#### Records for processing ####

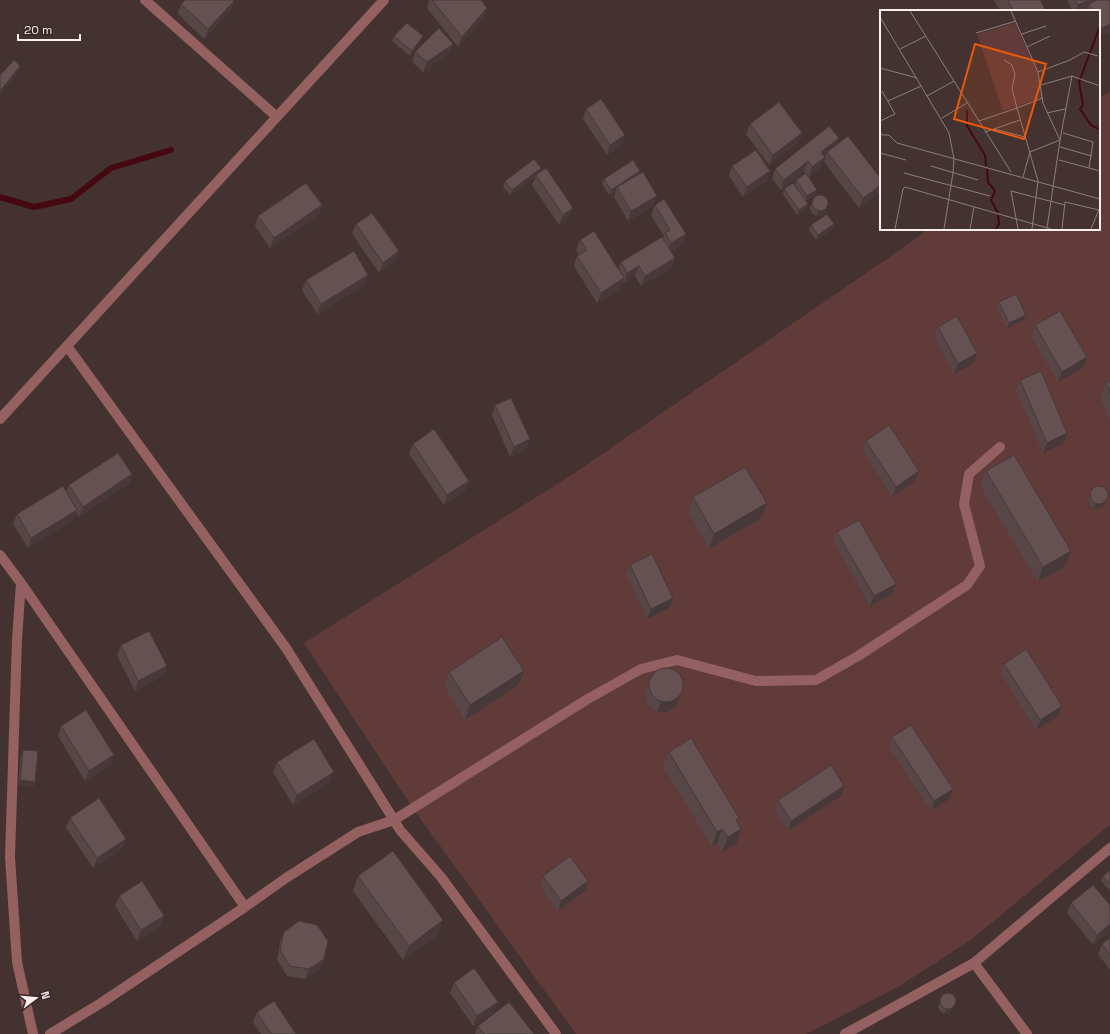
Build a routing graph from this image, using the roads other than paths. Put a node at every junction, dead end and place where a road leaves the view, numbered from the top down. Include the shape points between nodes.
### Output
1 (145, 0) edge
2 (384, 0) edge
3 (277, 117) junction
4 (67, 346) junction
5 (0, 419) edge
6 (1000, 446) dead end
7 (0, 555) edge
8 (21, 583) junction
9 (394, 820) junction
10 (1110, 848) edge
11 (245, 907) junction
12 (974, 963) junction
13 (34, 1034) edge
14 (50, 1034) edge
15 (556, 1034) edge
16 (845, 1034) edge
17 (1027, 1034) edge

1 - 3 street
2 - 3 street
3 - 4 street
4 - 5 street
4 - 9 street via 286,648
6 - 9 street via 969,474 964,504 980,566 972,579 967,585 858,656 816,680 756,681 677,660 641,669 586,700
7 - 8 street
8 - 11 street
8 - 13 street via 10,857 17,962
9 - 11 street via 358,832
9 - 15 street via 441,876
10 - 12 street
11 - 14 street
12 - 16 street
12 - 17 street

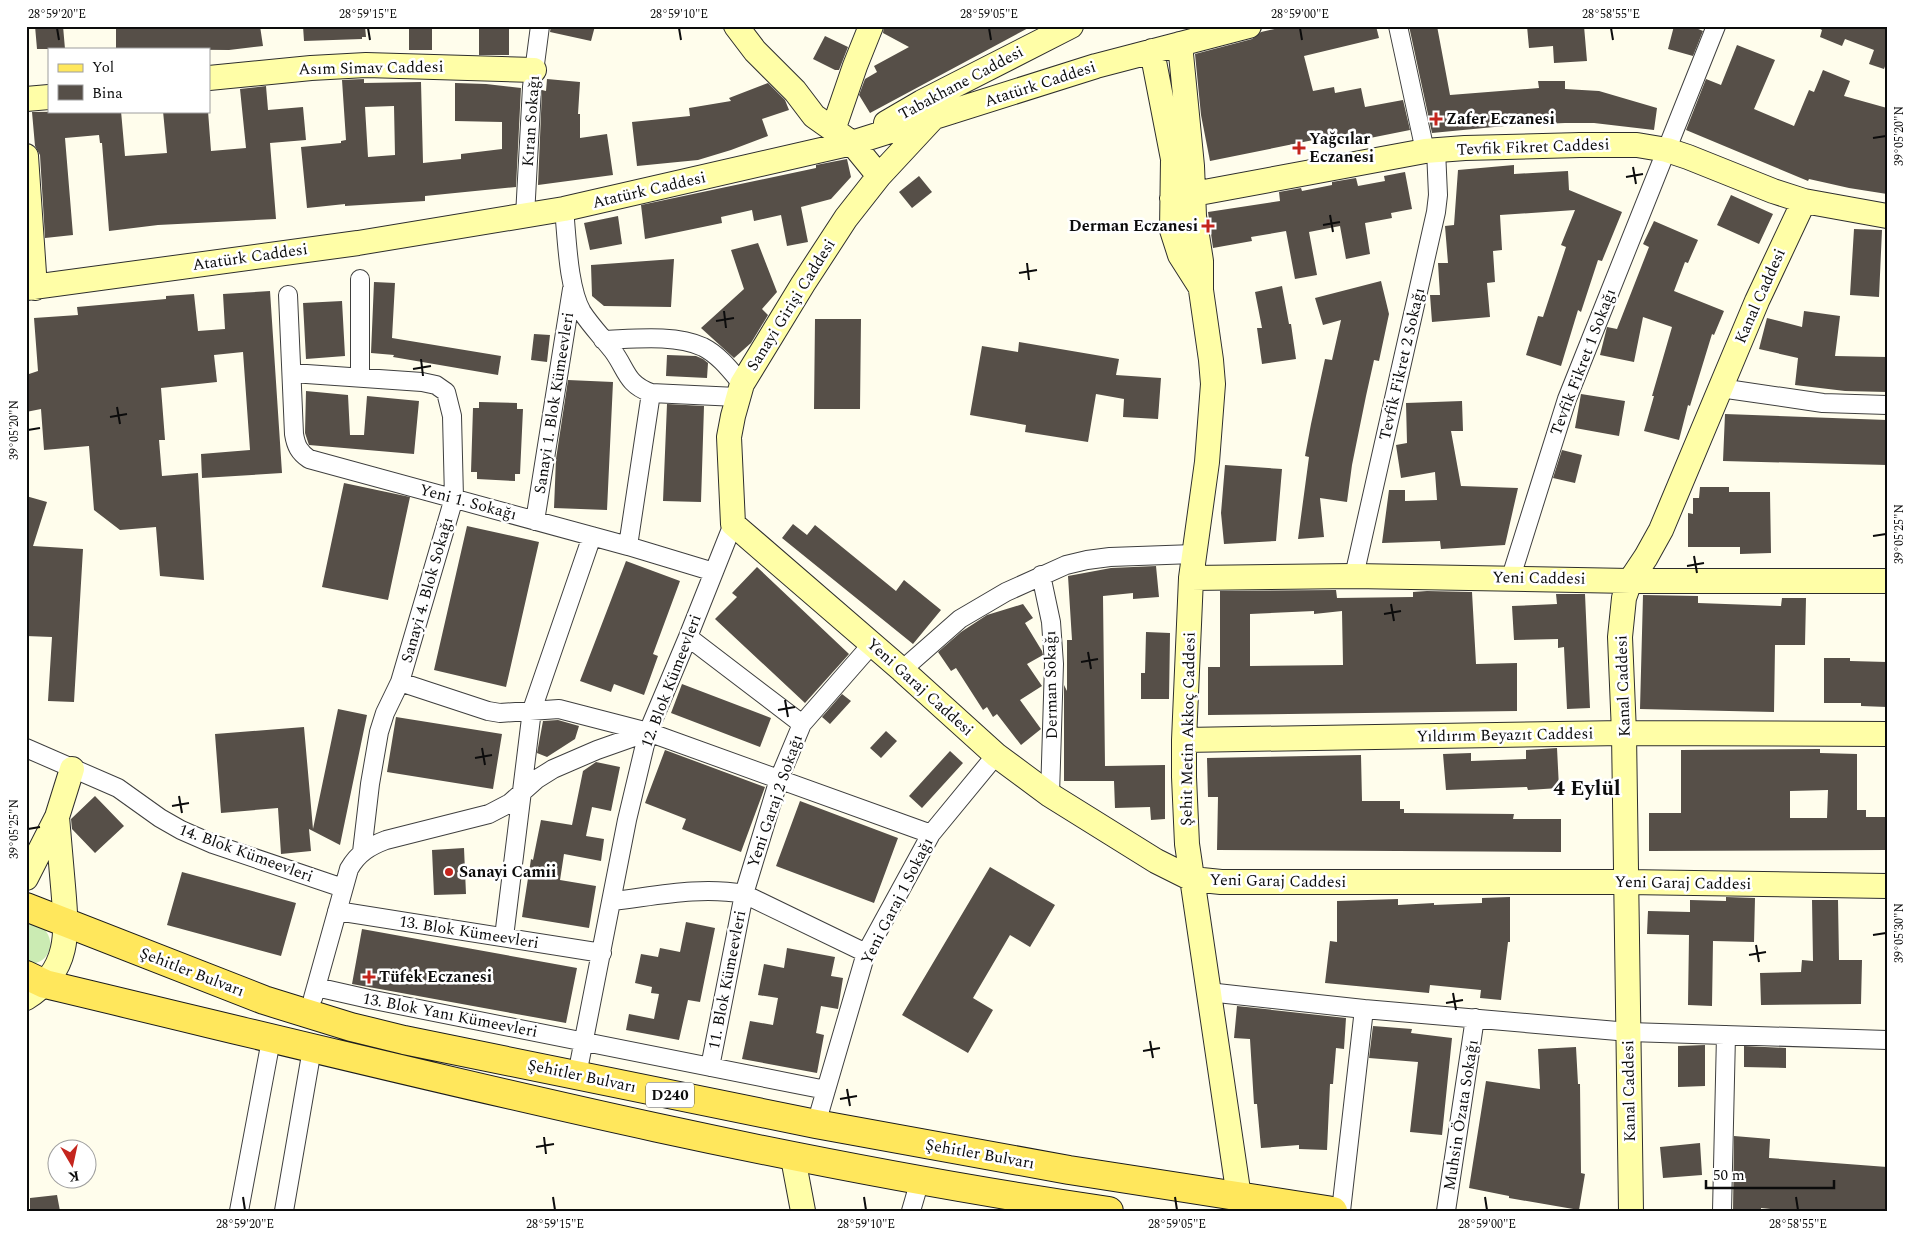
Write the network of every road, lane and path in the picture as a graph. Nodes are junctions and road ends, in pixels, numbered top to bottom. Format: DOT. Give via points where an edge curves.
graph roads {
  1 [pos="540,26"];
  2 [pos="736,26"];
  3 [pos="871,26"];
  4 [pos="1070,26"];
  5 [pos="1249,26"];
  6 [pos="1398,26"];
  7 [pos="1716,26"];
  8 [pos="1180,44"];
  9 [pos="1152,51"];
  10 [pos="1021,52"];
  11 [pos="534,70"];
  12 [pos="210,78"];
  13 [pos="1032,87"];
  14 [pos="48,97"];
  15 [pos="26,99"];
  16 [pos="932,119"];
  17 [pos="843,136"];
  18 [pos="1667,150"];
  19 [pos="1431,151"];
  20 [pos="26,156"];
  21 [pos="879,176"];
  22 [pos="1183,196"];
  23 [pos="1804,201"];
  24 [pos="564,210"];
  25 [pos="524,216"];
  26 [pos="1887,216"];
  27 [pos="360,278"];
  28 [pos="572,285"];
  29 [pos="29,289"];
  30 [pos="288,295"];
  31 [pos="603,340"];
  32 [pos="292,373"];
  33 [pos="360,378"];
  34 [pos="1720,388"];
  35 [pos="740,391"];
  36 [pos="650,393"];
  37 [pos="1887,405"];
  38 [pos="454,498"];
  39 [pos="535,521"];
  40 [pos="732,524"];
  41 [pos="592,536"];
  42 [pos="628,546"];
  43 [pos="1194,554"];
  44 [pos="714,572"];
  45 [pos="1041,576"];
  46 [pos="1354,576"];
  47 [pos="1191,578"];
  48 [pos="1510,578"];
  49 [pos="1630,581"];
  50 [pos="1887,581"];
  51 [pos="688,637"];
  52 [pos="872,644"];
  53 [pos="902,670"];
  54 [pos="400,682"];
  55 [pos="532,710"];
  56 [pos="802,724"];
  57 [pos="648,732"];
  58 [pos="1624,733"];
  59 [pos="1887,734"];
  60 [pos="1184,740"];
  61 [pos="26,748"];
  62 [pos="996,754"];
  63 [pos="72,769"];
  64 [pos="780,779"];
  65 [pos="521,792"];
  66 [pos="1050,795"];
  67 [pos="57,817"];
  68 [pos="932,834"];
  69 [pos="362,852"];
  70 [pos="26,878"];
  71 [pos="1192,879"];
  72 [pos="1626,882"];
  73 [pos="1887,886"];
  74 [pos="343,888"];
  75 [pos="744,894"];
  76 [pos="613,901"];
  77 [pos="26,907"];
  78 [pos="336,911"];
  79 [pos="66,924"];
  80 [pos="504,937"];
  81 [pos="602,953"];
  82 [pos="866,953"];
  83 [pos="33,985"];
  84 [pos="316,987"];
  85 [pos="1208,992"];
  86 [pos="1364,1009"];
  87 [pos="308,1015"];
  88 [pos="1476,1018"];
  89 [pos="1628,1032"];
  90 [pos="1726,1035"];
  91 [pos="271,1040"];
  92 [pos="1887,1040"];
  93 [pos="584,1042"];
  94 [pos="312,1049"];
  95 [pos="710,1066"];
  96 [pos="577,1075"];
  97 [pos="826,1090"];
  98 [pos="816,1124"];
  99 [pos="793,1158"];
  100 [pos="920,1180"];
  101 [pos="1239,1197"];
  102 [pos="1069,1208"];
  103 [pos="239,1211"];
  104 [pos="284,1211"];
  105 [pos="803,1211"];
  106 [pos="912,1211"];
  107 [pos="1109,1211"];
  108 [pos="1333,1211"];
  109 [pos="1341,1211"];
  110 [pos="1446,1211"];
  111 [pos="1631,1211"];
  112 [pos="1722,1211"];
  1 -- 11 [label="street, Kıran Sokağı"];
  2 -- 17 [label="street" via="814,116"];
  3 -- 17 [label="street"];
  4 -- 10 [label="street, Tabakhane Caddesi"];
  5 -- 8 [label="street, Atatürk Caddesi"];
  6 -- 19 [label="street, Tevfik Fikret 2 Sokağı"];
  7 -- 18 [label="street, Tevfik Fikret 1 Sokağı"];
  8 -- 9 [label="street, Atatürk Caddesi"];
  8 -- 22 [label="street, Şehit Metin Akkoç Caddesi" via="1192,158"];
  9 -- 13 [label="street, Atatürk Caddesi"];
  9 -- 22 [label="street, Şehit Metin Akkoç Caddesi"];
  10 -- 13 [label="street"];
  10 -- 17 [label="street, Tabakhane Caddesi" via="922,102"];
  11 -- 12 [label="street, Asım Simav Caddesi" via="366,65"];
  11 -- 25 [label="street, Kıran Sokağı"];
  13 -- 16 [label="street, Atatürk Caddesi"];
  14 -- 15 [label="street"];
  16 -- 17 [label="street, Atatürk Caddesi"];
  16 -- 21 [label="street, Sanayi Girişi Caddesi"];
  17 -- 21 [label="street"];
  17 -- 24 [label="street, Atatürk Caddesi"];
  18 -- 19 [label="street, Tevfik Fikret Caddesi" via="1612,144"];
  18 -- 23 [label="street, Tevfik Fikret Caddesi"];
  18 -- 48 [label="street, Tevfik Fikret 1 Sokağı" via="1567,399"];
  19 -- 22 [label="street, Tevfik Fikret Caddesi"];
  19 -- 46 [label="street, Tevfik Fikret 2 Sokağı" via="1438,194 1436,212"];
  20 -- 29 [label="street"];
  21 -- 35 [label="street, Sanayi Girişi Caddesi" via="823,253"];
  22 -- 43 [label="street, Şehit Metin Akkoç Caddesi" via="1194,216 1213,384 1207,462"];
  23 -- 26 [label="street, Tevfik Fikret Caddesi"];
  23 -- 34 [label="street, Kanal Caddesi"];
  24 -- 25 [label="street, Atatürk Caddesi"];
  24 -- 28 [label="street"];
  25 -- 29 [label="street, Atatürk Caddesi"];
  27 -- 33 [label="street"];
  28 -- 31 [label="street" via="581,310"];
  28 -- 39 [label="street, Sanayi 1. Blok Kümeevleri"];
  30 -- 32 [label="street"];
  31 -- 35 [label="street" via="666,339 702,347 714,354"];
  31 -- 36 [label="street" via="633,384"];
  32 -- 33 [label="street"];
  32 -- 38 [label="street, Yeni 1. Sokağı" via="294,434 302,454"];
  33 -- 38 [label="street, Sanayi 4. Blok Sokağı" via="422,382 436,385 446,392 452,416"];
  34 -- 37 [label="street" via="1822,403"];
  34 -- 49 [label="street, Kanal Caddesi" via="1661,530"];
  35 -- 36 [label="street"];
  35 -- 40 [label="street, Sanayi Girişi Caddesi" via="729,437"];
  36 -- 42 [label="street"];
  38 -- 39 [label="street, Yeni 1. Sokağı"];
  38 -- 54 [label="street, Sanayi 4. Blok Sokağı"];
  39 -- 41 [label="street, Yeni 1. Sokağı"];
  40 -- 44 [label="street, 12. Blok Kümeevleri"];
  40 -- 52 [label="street, Yeni Garaj Caddesi"];
  41 -- 42 [label="street, Yeni 1. Sokağı"];
  41 -- 55 [label="street"];
  42 -- 44 [label="street, Yeni 1. Sokağı"];
  43 -- 45 [label="street" via="1087,560"];
  43 -- 47 [label="street, Şehit Metin Akkoç Caddesi"];
  44 -- 51 [label="street, 12. Blok Kümeevleri"];
  45 -- 53 [label="street" via="960,619"];
  45 -- 66 [label="street, Derman Sokağı" via="1051,622 1054,664"];
  46 -- 47 [label="street, Yeni Caddesi"];
  46 -- 48 [label="street, Yeni Caddesi"];
  47 -- 60 [label="street, Şehit Metin Akkoç Caddesi"];
  48 -- 49 [label="street, Yeni Caddesi"];
  49 -- 50 [label="street, Yeni Caddesi"];
  49 -- 58 [label="street, Kanal Caddesi" via="1624,598 1620,637"];
  51 -- 56 [label="street"];
  51 -- 57 [label="street, 12. Blok Kümeevleri"];
  52 -- 53 [label="street, Yeni Garaj Caddesi"];
  52 -- 56 [label="street, Yeni Garaj 2 Sokağı"];
  53 -- 62 [label="street, Yeni Garaj Caddesi"];
  54 -- 55 [label="street" via="488,711"];
  54 -- 69 [label="street, Sanayi 4. Blok Sokağı" via="379,732"];
  55 -- 57 [label="street" via="559,709"];
  55 -- 65 [label="street"];
  56 -- 64 [label="street, Yeni Garaj 2 Sokağı"];
  57 -- 64 [label="street"];
  57 -- 65 [label="street" via="572,760 537,779"];
  57 -- 76 [label="street, 12. Blok Kümeevleri" via="627,820"];
  58 -- 59 [label="street, Yıldırım Beyazıt Caddesi"];
  58 -- 60 [label="street, Yıldırım Beyazıt Caddesi"];
  58 -- 72 [label="street, Kanal Caddesi"];
  60 -- 71 [label="street, Şehit Metin Akkoç Caddesi" via="1186,834"];
  61 -- 63 [label="street, 14. Blok Kümeevleri"];
  62 -- 66 [label="street, Yeni Garaj Caddesi"];
  62 -- 68 [label="street, Yeni Garaj 1 Sokağı"];
  63 -- 67 [label="street"];
  63 -- 74 [label="street, 14. Blok Kümeevleri" via="118,788 181,830"];
  64 -- 68 [label="street"];
  64 -- 75 [label="street, Yeni Garaj 2 Sokağı"];
  65 -- 69 [label="street" via="510,803 489,814 386,840"];
  65 -- 80 [label="street"];
  66 -- 71 [label="street, Yeni Garaj Caddesi" via="1156,861"];
  67 -- 70 [label="street"];
  67 -- 79 [label="street"];
  68 -- 82 [label="street, Yeni Garaj 1 Sokağı"];
  69 -- 74 [label="street" via="349,868"];
  71 -- 72 [label="street, Yeni Garaj Caddesi" via="1221,882"];
  71 -- 85 [label="street, Şehit Metin Akkoç Caddesi"];
  72 -- 73 [label="street, Yeni Garaj Caddesi"];
  72 -- 89 [label="street, Kanal Caddesi"];
  74 -- 78 [label="street"];
  75 -- 76 [label="street" via="706,890"];
  75 -- 82 [label="street"];
  75 -- 95 [label="street, 11. Blok Kümeevleri"];
  76 -- 81 [label="street, 12. Blok Kümeevleri"];
  77 -- 79 [label="main road, Şehitler Bulvarı / D240"];
  78 -- 80 [label="street, 13. Blok Kümeevleri"];
  78 -- 84 [label="street"];
  79 -- 83 [label="street" via="59,962"];
  79 -- 87 [label="main road, Şehitler Bulvarı / D240"];
  80 -- 81 [label="street, 13. Blok Kümeevleri"];
  81 -- 93 [label="street, 12. Blok Kümeevleri"];
  82 -- 97 [label="street, Yeni Garaj 1 Sokağı"];
  83 -- 91 [label="main road, Şehitler Bulvarı / D240"];
  84 -- 87 [label="street"];
  84 -- 93 [label="street, 13. Blok Yanı Kümeevleri"];
  85 -- 86 [label="street"];
  85 -- 101 [label="street, Şehit Metin Akkoç Caddesi"];
  86 -- 88 [label="street"];
  86 -- 109 [label="street"];
  87 -- 96 [label="main road, Şehitler Bulvarı / D240" via="404,1040"];
  88 -- 89 [label="street"];
  88 -- 110 [label="street, Muhsin Özata Sokağı"];
  89 -- 90 [label="street"];
  89 -- 111 [label="street, Kanal Caddesi"];
  90 -- 92 [label="street"];
  90 -- 112 [label="street"];
  91 -- 94 [label="main road, Şehitler Bulvarı / D240"];
  91 -- 103 [label="street"];
  93 -- 95 [label="street, 11. Blok Kümeevleri"];
  93 -- 96 [label="street, 12. Blok Kümeevleri"];
  94 -- 99 [label="main road, Şehitler Bulvarı / D240"];
  94 -- 104 [label="street"];
  95 -- 97 [label="street, 11. Blok Kümeevleri"];
  96 -- 98 [label="main road, Şehitler Bulvarı / D240"];
  97 -- 98 [label="street, Yeni Garaj 1 Sokağı"];
  98 -- 101 [label="main road, Şehitler Bulvarı / D240"];
  99 -- 100 [label="main road, Şehitler Bulvarı / D240"];
  99 -- 105 [label="street"];
  100 -- 102 [label="main road, Şehitler Bulvarı / D240"];
  100 -- 106 [label="street"];
  101 -- 108 [label="main road, Şehitler Bulvarı / D240"];
  102 -- 107 [label="main road, Şehitler Bulvarı / D240"];
}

####

_Problem to solve_
The expected answer is a copy of each line above containing "Kıran".

_Result of the task_
  1 -- 11 [label="street, Kıran Sokağı"];
  11 -- 25 [label="street, Kıran Sokağı"];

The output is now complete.